## What this task involves
Say how many lines in the records hold the word "Park", and give nothing but that number.

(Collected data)
= Beginning of Section =

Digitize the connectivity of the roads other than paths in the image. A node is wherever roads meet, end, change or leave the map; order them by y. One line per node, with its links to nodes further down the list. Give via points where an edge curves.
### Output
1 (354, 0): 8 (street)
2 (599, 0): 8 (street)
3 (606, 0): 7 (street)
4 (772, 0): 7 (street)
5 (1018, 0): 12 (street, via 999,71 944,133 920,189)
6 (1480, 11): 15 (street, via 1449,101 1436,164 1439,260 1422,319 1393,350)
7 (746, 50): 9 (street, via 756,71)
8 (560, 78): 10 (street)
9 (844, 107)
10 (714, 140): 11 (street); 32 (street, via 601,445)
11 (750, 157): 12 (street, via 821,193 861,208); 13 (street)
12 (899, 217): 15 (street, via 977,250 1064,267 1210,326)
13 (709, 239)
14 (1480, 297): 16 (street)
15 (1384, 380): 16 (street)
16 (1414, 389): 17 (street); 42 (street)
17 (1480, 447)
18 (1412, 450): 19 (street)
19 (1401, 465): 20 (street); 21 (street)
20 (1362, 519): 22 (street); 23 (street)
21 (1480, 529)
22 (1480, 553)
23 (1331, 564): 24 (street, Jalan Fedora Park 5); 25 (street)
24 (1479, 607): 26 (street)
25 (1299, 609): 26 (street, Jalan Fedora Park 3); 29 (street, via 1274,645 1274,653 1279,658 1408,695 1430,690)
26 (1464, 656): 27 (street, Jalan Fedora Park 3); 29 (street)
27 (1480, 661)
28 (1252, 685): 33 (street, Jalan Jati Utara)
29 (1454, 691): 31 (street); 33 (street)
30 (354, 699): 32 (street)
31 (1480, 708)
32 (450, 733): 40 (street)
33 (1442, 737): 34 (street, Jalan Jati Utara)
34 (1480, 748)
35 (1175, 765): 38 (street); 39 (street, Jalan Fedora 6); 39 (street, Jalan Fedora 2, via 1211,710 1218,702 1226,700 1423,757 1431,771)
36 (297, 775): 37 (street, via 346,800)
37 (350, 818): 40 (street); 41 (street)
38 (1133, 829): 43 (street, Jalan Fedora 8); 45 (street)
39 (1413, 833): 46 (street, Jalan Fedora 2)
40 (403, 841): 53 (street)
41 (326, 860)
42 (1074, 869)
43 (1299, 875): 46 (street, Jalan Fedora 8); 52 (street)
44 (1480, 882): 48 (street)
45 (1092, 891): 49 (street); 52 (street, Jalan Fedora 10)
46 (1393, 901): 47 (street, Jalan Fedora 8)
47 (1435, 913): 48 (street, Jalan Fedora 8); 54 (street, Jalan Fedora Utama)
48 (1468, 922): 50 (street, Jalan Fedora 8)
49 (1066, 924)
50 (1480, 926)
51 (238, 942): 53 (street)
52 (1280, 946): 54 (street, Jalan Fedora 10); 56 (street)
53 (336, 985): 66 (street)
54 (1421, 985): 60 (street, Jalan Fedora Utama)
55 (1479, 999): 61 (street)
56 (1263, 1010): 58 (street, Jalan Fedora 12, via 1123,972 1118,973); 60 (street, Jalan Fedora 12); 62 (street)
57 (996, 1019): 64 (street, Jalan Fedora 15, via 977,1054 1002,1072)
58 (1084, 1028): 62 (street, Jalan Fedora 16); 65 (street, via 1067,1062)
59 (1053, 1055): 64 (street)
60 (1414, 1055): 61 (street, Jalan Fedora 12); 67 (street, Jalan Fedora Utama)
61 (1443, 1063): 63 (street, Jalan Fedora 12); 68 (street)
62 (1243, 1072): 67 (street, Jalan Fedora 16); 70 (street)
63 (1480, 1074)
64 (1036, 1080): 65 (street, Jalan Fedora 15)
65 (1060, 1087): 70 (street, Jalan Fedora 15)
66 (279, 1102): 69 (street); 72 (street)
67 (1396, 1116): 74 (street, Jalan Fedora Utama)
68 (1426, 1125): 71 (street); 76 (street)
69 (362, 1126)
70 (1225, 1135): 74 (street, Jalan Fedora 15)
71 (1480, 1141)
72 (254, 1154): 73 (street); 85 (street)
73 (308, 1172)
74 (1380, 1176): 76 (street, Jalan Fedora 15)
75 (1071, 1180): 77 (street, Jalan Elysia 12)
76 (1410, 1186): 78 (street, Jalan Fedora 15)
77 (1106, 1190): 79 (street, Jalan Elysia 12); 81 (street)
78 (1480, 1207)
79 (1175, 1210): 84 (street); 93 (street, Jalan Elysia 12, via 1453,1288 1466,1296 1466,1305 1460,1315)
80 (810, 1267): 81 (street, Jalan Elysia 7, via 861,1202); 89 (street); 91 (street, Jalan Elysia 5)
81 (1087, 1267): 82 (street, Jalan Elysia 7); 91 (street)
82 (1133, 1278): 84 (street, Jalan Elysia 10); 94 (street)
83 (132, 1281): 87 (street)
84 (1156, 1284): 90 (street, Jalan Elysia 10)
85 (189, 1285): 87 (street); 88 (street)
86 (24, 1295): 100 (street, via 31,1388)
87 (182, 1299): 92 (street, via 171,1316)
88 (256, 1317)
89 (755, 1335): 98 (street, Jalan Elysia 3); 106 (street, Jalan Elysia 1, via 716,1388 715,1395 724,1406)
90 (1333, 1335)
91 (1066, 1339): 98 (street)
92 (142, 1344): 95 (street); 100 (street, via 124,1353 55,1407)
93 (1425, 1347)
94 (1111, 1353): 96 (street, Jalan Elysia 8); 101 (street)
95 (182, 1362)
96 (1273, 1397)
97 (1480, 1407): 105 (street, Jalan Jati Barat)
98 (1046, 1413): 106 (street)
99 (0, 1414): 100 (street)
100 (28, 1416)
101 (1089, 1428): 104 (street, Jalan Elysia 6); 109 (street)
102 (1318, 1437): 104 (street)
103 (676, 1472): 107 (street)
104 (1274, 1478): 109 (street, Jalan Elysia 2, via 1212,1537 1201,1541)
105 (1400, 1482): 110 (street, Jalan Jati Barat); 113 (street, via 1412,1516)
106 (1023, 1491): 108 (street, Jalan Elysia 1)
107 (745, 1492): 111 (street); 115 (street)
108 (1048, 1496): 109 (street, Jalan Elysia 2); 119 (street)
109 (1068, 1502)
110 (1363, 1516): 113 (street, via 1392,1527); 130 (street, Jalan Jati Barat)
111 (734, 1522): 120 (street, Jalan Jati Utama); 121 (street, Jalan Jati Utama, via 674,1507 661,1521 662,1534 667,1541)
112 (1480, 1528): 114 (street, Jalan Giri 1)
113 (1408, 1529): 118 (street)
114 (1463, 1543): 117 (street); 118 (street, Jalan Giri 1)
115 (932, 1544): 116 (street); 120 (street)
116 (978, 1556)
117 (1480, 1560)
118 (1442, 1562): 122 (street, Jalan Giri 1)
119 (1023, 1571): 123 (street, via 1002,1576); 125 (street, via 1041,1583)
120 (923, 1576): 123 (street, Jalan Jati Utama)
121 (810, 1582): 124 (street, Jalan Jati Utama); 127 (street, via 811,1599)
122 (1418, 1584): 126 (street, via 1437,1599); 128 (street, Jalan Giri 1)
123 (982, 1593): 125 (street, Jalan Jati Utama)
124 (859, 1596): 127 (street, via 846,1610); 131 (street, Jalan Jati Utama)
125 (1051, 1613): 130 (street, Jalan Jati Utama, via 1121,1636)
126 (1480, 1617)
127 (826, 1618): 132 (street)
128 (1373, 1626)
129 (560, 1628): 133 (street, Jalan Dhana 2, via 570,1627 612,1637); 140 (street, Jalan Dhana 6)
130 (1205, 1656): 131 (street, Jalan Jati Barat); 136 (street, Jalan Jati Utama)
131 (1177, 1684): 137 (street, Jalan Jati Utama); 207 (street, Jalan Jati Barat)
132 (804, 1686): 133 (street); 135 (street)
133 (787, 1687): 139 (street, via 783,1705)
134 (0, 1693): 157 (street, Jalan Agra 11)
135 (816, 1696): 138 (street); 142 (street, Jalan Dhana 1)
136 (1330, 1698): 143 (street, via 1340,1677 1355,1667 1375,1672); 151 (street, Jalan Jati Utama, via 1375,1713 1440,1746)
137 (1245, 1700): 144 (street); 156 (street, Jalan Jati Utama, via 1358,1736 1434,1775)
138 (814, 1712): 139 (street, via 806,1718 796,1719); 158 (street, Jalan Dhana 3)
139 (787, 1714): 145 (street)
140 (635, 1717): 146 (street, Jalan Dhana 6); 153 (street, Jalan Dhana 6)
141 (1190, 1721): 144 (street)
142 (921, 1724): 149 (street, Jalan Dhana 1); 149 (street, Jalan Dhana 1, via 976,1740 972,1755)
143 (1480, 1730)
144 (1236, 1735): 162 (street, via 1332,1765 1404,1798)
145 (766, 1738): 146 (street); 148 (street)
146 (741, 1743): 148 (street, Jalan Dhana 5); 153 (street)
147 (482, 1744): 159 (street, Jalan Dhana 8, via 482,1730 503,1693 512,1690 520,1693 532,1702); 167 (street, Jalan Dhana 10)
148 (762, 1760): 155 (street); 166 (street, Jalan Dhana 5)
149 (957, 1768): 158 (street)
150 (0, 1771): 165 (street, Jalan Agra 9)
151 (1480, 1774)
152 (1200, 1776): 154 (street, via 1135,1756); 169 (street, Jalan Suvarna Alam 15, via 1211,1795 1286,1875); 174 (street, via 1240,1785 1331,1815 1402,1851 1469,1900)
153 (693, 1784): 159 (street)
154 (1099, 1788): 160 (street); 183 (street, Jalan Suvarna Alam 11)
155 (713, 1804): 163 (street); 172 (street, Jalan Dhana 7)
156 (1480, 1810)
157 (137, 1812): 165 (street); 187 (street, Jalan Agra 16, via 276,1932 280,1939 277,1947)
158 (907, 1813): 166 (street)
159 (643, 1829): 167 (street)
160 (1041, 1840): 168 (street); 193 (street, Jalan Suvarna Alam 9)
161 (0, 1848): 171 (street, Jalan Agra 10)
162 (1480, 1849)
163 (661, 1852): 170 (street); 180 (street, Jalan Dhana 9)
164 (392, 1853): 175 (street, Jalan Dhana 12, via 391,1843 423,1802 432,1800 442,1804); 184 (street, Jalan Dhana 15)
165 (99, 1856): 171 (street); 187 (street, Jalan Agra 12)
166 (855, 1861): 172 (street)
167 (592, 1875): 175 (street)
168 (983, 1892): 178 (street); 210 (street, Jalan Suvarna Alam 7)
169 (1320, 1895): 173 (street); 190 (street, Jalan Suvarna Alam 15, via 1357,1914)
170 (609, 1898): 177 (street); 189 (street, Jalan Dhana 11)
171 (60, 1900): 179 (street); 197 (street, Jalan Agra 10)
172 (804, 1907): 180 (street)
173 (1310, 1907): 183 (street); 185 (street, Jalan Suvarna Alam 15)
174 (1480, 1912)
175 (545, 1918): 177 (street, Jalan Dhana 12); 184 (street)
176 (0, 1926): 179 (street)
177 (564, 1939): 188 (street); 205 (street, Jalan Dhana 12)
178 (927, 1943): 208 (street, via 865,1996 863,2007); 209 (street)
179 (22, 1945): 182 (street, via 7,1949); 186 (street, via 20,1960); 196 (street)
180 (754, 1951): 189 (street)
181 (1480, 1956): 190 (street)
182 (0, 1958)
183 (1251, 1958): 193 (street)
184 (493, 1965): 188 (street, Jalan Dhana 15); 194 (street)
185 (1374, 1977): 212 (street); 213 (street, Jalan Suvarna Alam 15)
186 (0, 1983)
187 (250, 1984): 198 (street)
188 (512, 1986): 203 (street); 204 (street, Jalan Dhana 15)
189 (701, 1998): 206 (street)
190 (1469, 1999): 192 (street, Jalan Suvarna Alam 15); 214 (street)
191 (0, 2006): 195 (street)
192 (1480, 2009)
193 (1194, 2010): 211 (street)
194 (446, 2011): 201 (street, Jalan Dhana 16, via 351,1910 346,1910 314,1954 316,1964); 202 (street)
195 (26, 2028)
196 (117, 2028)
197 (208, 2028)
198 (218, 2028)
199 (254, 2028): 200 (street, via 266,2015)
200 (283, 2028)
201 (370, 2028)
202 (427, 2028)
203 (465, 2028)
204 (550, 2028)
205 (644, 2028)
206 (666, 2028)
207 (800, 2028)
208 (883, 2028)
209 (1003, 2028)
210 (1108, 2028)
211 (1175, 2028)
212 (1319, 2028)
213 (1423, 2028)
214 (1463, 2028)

= End of Section =

## Written reply
3